Vernol, qu'elle avait jeté dans le même excès, fut saisi d'une fièvre putride dont il eut beaucoup de peine à revenir, et, peu de mois après son rétablissement, la petite vérole lui fit essuyer des ravages qui le défigurèrent totalement. Il fut encore très mal et ne fit que languir depuis.
Mon père avait prévu tous ces événements; nous nous entretenions souvent sur ce sujet. Je sentis mieux que jamais le prix de ses soins, et mon coeur avait peine à soutenir les épanouissements qu'il ressentait pour lui.
Nous nous ménageâmes de plus en plus: plus tendres, plus voluptueux et délicats que passionnés, nous passions souvent des nuits dans les bras l'un de l'autre, sans autre plaisir que celui d'y être, accompagné de douces caresses.
Quelquefois, rappelant à ma mémoire ce qui s'était passé, le souvenir m'en donnait un vrai chagrin; et dans une de ces nuits heureuses où mon coeur plein de lui jouissait de toute sa félicité, il m'échappa de le lui faire connaître: j'en versais des larmes.
— Qu'as-tu donc, ma chère Laurette? Pourquoi répands-tu des pleurs? Tes joues viennent d'en mouiller les miennes.
— Ah! cher papa, vous ne devez plus m'aimer, vous ne pouvez plus estimer votre fille. Je ne peux concevoir comment, dépendante de vous et de vos volontés, vous avez pu vous prêter aux écarts et aux extravagances d'une imagination fascinée, et permettre que je m'y livre.
(Discours du père)
— Es-tu folle, ma chère enfant? Crois-tu que je fasse dépendre mon estime et mon amitié des préjugés reçus?
Qu'importe qu'une femme ait été dans les bras d'un autre amant si les qualités de son coeur, si l'égalité de son humeur, la douceur de son caractère, les agréments de son esprit et les grâces de sa personne n'en sont point altérés, et si elle est encore susceptible d'un tendre attachement?
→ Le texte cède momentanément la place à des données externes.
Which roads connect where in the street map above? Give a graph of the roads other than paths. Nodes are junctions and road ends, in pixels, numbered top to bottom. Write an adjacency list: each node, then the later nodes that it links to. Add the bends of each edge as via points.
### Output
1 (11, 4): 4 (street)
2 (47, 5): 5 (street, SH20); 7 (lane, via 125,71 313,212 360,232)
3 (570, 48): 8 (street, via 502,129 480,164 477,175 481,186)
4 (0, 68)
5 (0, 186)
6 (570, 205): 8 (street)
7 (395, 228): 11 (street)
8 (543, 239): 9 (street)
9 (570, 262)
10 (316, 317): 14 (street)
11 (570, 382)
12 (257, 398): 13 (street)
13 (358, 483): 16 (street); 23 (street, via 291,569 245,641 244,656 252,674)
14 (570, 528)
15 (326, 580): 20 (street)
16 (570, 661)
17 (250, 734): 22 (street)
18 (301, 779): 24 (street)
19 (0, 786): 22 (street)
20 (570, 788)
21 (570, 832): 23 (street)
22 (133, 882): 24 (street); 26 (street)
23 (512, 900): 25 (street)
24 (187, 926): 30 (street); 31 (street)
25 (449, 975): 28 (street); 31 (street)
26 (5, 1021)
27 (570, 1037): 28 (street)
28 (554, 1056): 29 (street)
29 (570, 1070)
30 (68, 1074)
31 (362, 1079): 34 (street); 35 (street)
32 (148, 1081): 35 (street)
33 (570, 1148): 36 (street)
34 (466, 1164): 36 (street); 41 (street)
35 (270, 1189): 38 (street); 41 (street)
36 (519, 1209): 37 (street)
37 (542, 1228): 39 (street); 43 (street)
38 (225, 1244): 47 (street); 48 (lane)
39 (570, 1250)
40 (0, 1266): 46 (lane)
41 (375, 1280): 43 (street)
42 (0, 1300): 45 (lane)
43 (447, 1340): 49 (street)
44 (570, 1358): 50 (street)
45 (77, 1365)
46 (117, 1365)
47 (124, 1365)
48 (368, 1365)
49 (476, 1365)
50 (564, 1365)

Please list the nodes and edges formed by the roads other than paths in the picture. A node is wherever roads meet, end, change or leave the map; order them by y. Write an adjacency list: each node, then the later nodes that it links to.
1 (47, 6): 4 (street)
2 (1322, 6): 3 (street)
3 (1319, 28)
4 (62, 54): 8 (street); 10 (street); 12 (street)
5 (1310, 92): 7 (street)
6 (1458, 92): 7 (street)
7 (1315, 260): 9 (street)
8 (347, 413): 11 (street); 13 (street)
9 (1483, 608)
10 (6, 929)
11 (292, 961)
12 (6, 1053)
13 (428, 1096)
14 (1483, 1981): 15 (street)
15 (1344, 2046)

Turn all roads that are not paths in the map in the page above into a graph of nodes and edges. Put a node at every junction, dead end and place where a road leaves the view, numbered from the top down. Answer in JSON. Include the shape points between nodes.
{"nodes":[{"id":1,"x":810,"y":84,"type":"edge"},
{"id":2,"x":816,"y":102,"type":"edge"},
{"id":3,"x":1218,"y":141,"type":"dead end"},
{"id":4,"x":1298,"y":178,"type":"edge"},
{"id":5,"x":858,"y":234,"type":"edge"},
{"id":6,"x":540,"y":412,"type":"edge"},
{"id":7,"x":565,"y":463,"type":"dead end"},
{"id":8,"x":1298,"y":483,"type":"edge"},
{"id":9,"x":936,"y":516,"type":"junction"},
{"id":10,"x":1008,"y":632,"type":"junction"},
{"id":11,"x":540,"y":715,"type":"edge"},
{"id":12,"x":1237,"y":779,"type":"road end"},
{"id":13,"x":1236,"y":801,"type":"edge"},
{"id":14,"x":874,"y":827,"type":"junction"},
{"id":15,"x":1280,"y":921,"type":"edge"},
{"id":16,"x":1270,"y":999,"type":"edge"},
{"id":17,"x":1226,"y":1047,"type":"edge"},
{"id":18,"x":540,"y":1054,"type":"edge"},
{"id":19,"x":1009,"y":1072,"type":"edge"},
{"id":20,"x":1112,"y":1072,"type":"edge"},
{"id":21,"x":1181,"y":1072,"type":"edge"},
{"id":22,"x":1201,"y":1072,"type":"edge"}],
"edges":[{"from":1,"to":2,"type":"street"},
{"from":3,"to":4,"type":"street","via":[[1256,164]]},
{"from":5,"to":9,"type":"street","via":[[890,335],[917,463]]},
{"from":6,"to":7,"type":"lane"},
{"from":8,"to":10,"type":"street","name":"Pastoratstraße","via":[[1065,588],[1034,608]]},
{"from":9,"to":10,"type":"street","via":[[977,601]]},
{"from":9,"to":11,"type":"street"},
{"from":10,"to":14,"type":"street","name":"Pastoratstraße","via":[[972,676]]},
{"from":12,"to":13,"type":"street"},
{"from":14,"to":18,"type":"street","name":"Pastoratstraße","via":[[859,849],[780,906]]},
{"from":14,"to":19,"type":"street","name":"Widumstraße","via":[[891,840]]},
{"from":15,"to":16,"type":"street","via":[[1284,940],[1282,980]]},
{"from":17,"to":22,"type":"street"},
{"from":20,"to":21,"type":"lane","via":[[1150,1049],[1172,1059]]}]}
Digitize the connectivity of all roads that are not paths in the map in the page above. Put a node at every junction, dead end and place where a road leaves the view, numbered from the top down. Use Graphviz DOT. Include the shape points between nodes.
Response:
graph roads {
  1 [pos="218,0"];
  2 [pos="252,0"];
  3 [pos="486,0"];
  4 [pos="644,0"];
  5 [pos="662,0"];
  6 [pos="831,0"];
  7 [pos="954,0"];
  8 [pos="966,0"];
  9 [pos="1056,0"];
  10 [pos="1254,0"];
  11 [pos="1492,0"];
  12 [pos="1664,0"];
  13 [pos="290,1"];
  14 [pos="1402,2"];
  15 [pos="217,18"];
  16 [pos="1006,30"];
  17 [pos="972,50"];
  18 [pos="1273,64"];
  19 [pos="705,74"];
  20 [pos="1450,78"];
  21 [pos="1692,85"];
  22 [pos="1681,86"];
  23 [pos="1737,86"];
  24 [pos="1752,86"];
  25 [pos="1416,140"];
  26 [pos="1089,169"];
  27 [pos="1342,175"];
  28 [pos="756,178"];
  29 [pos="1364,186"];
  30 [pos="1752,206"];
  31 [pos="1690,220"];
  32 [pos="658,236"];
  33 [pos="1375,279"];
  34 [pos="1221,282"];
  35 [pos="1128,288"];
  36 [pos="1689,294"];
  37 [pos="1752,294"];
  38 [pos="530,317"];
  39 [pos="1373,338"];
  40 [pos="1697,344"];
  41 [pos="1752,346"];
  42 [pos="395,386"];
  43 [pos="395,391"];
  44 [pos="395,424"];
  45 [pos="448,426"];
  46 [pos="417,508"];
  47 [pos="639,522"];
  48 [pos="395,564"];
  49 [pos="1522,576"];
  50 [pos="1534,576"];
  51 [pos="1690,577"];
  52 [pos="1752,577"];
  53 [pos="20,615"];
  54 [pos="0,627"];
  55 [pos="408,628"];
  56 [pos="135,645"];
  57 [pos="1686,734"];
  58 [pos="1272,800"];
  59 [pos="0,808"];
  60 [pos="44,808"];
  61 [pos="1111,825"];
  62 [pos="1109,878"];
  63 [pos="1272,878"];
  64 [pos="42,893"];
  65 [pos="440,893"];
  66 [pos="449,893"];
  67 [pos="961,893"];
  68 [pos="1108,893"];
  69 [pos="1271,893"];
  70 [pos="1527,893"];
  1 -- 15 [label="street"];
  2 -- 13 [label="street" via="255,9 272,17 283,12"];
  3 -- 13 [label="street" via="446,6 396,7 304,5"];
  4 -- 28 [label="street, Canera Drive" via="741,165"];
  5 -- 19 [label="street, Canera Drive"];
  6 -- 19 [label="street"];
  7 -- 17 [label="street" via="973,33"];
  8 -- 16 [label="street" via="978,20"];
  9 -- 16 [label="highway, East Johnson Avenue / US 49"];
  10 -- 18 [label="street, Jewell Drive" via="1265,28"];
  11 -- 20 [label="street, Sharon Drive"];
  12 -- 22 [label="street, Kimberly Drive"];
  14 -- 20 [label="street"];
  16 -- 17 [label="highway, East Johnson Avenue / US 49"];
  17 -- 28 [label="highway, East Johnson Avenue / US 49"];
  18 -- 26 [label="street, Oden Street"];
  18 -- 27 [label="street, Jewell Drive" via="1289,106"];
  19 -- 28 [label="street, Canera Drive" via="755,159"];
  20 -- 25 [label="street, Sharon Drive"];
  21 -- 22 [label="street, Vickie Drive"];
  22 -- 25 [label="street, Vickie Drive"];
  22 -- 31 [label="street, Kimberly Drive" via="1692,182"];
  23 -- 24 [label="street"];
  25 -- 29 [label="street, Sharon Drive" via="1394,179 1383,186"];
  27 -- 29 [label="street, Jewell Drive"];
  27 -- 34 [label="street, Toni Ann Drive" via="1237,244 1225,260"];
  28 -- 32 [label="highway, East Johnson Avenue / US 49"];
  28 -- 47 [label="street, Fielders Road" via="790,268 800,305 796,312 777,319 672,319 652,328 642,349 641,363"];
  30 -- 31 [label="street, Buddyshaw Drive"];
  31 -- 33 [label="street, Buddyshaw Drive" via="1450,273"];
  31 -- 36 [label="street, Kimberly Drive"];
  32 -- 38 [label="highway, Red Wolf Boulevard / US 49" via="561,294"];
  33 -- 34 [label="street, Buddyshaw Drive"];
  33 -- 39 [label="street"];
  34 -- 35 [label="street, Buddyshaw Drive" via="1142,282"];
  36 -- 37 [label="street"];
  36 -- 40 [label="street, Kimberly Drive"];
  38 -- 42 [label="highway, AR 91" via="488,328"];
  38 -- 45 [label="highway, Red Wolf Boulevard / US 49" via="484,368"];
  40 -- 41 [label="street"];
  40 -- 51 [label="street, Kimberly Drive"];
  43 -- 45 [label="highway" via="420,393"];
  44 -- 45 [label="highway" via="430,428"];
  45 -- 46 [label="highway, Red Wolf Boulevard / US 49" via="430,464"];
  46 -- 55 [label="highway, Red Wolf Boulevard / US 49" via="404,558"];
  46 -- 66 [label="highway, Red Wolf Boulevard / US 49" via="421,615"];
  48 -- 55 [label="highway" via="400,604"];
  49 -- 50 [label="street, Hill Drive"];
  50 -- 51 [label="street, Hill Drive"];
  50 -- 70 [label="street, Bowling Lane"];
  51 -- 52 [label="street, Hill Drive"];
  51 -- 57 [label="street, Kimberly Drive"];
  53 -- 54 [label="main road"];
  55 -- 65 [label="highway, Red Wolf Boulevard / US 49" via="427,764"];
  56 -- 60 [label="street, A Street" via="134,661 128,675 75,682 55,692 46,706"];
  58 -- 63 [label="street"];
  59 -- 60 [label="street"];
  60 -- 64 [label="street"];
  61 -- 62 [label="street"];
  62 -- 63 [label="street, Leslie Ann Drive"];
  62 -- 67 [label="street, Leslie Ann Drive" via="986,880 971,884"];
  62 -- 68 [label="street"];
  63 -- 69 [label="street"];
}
Crois-tu qu'elle ait moins de prix qu'une veuve, à mérite égal, sur qui l'on aura jeté quelques gouttes d'eau et marmotté des paroles pour lui permettre de coucher avec un homme au su de tout le monde, et d'en promener les fruits avec ostentation? Dis-moi, n'en a-t-elle pas plus que tant de veuves, et même de prétendues filles dont le mérite est inférieur? Les femmes sont-elles donc comme les chevaux, auxquels on ne met de prix qu'à proportion qu'ils sont neufs? Ecoute mes principes, ma chère fille, je serai satisfait s'ils peuvent te tranquilliser et te persuader que je t'aime aussi tendrement et que je ne t'estime pas moins qu'auparavant." Rien ne me surprend si peu que de voir faire une infidélité, quoiqu'on ait le coeur rempli d'une affection bien tendre pour un objet qu'on chérit uniquement; j'en suis un exemple pour toi. Je t'aime, ma Laurette, et mon amour est né presque avec toi; je peux même assurer que tu avais à peine sept ans que je n'aimais uniquement que toi; tu remplis entièrement mon coeur. T'en ai-je moins fait infidélité avec Lucette, avec Rose et même avec Vernol? Crois-moi, cette action, qui tient à la constitution de nos organes, est trop naturelle pour n'être pas pardonnable, tandis que l'inconstance, qui provient du sentiment, ne me le paraît pas lorsque l'objet auquel nous sommes engagés par les liens de l'estime, de la bonne foi, de la reconnaissance, et par son attachement, ne nous en donne pas lieu. Encore faut-il des sujets très graves pour autoriser un dégagement entier: comme la méchanceté du coeur, l'aigreur dans le caractère et l'emportement journalier dans une humeur récalcitrante. Mais j'ai supposé un choix heureux: alors l'inconstance, suivant moi, décèle un coeur léger, ingrat, perfide et mauvais; je n'en ferais jamais un ami. Tout homme capable de perfidie et d'inconstance pour une femme qui a de la délicatesse dans les sentiments, et un esprit agréable et cultivé, qui s'est livrée à lui et à sa discrétion, est toujours perfide et inconstant pour son ami.